Current projects in Ecuador are made possible through the Michael A., ’78, and Diane Bumstead and Steven G., ’71, and Jacque Bean, ’69, Bumstead families of Seattle. Two years ago, the Bumsteads visited Cuambo and learned of its need for a culinary water system. Working closely with the Benson Institute’s Richard L. Brimhall, ’68, the family donated funds for the system’s construction with the provision that residents would provide necessary labor and undergo training to maintain and manage it.
A water-use committee headed by villager Pedro Arnulfo Suarez will maintain the system with funds generated by a nominal-use fee.
“The Benson Institute and the Bumsteads have graciously provided us with the ability to access the fresh water we desperately needed,” says Suarez. “We feel blessed as a village to have worked shoulder to shoulder with them in this accomplishment.”

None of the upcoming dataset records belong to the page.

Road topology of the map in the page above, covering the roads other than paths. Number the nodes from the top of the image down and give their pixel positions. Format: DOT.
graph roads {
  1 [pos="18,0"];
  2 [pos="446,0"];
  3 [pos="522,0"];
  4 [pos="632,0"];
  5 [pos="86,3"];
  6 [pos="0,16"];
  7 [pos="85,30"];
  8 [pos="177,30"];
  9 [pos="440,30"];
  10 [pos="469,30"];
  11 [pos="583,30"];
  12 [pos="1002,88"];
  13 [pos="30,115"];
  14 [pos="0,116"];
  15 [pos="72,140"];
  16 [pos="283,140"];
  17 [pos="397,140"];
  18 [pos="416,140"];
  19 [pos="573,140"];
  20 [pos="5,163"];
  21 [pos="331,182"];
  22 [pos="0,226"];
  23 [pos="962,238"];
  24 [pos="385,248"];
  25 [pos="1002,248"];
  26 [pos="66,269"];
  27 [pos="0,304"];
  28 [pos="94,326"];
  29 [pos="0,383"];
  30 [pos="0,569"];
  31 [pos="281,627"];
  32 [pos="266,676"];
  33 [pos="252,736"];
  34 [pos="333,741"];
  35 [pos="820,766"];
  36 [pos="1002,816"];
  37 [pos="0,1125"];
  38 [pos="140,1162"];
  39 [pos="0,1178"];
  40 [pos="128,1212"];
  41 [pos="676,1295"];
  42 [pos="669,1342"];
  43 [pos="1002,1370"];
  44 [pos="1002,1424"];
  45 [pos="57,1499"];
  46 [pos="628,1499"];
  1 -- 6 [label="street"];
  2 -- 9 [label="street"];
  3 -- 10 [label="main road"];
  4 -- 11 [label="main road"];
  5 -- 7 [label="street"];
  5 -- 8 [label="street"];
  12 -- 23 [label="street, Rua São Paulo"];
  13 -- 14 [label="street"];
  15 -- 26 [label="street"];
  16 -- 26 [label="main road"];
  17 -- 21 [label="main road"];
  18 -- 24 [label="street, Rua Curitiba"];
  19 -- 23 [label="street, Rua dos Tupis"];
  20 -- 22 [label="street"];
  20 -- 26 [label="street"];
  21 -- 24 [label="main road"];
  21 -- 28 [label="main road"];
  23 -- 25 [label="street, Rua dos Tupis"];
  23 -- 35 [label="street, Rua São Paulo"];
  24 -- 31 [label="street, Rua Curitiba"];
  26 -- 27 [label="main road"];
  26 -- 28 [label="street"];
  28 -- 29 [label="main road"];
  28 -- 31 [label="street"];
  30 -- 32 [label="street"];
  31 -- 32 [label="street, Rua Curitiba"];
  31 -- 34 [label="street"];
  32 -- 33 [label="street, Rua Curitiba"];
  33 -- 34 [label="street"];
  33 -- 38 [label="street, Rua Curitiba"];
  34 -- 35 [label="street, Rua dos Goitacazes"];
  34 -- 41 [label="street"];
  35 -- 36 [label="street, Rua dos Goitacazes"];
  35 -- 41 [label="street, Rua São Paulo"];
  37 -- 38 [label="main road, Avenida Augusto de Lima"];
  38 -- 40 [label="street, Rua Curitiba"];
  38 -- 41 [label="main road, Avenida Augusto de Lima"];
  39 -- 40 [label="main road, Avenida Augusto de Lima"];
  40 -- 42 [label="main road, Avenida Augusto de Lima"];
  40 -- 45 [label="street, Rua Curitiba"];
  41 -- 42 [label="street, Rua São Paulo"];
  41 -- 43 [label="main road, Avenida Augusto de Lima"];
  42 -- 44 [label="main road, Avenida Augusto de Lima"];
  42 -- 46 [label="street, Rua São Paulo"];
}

“The beauty of this program is the way it teaches people to become self-sufficient,” says Raquel Tustón, Benson Institute project administrator in Ecuador, who was an intern in a similar institute program as a senior at Ecuador’s University of Chimborazo. “To reap long-term benefits of the new water system, the villagers of Cuambo will employ skills they’ve learned in the program.”
One such villager is Rubi Chala, president of Cuambo’s Organization of Women, who encouraged others to adopt Benson Institute techniques in 2000.
“I tell others to participate because I’ve noticed better health among my family,” says Chala, a mother of eight. “Thanks to the Benson Institute, there’s less sickness in the village.”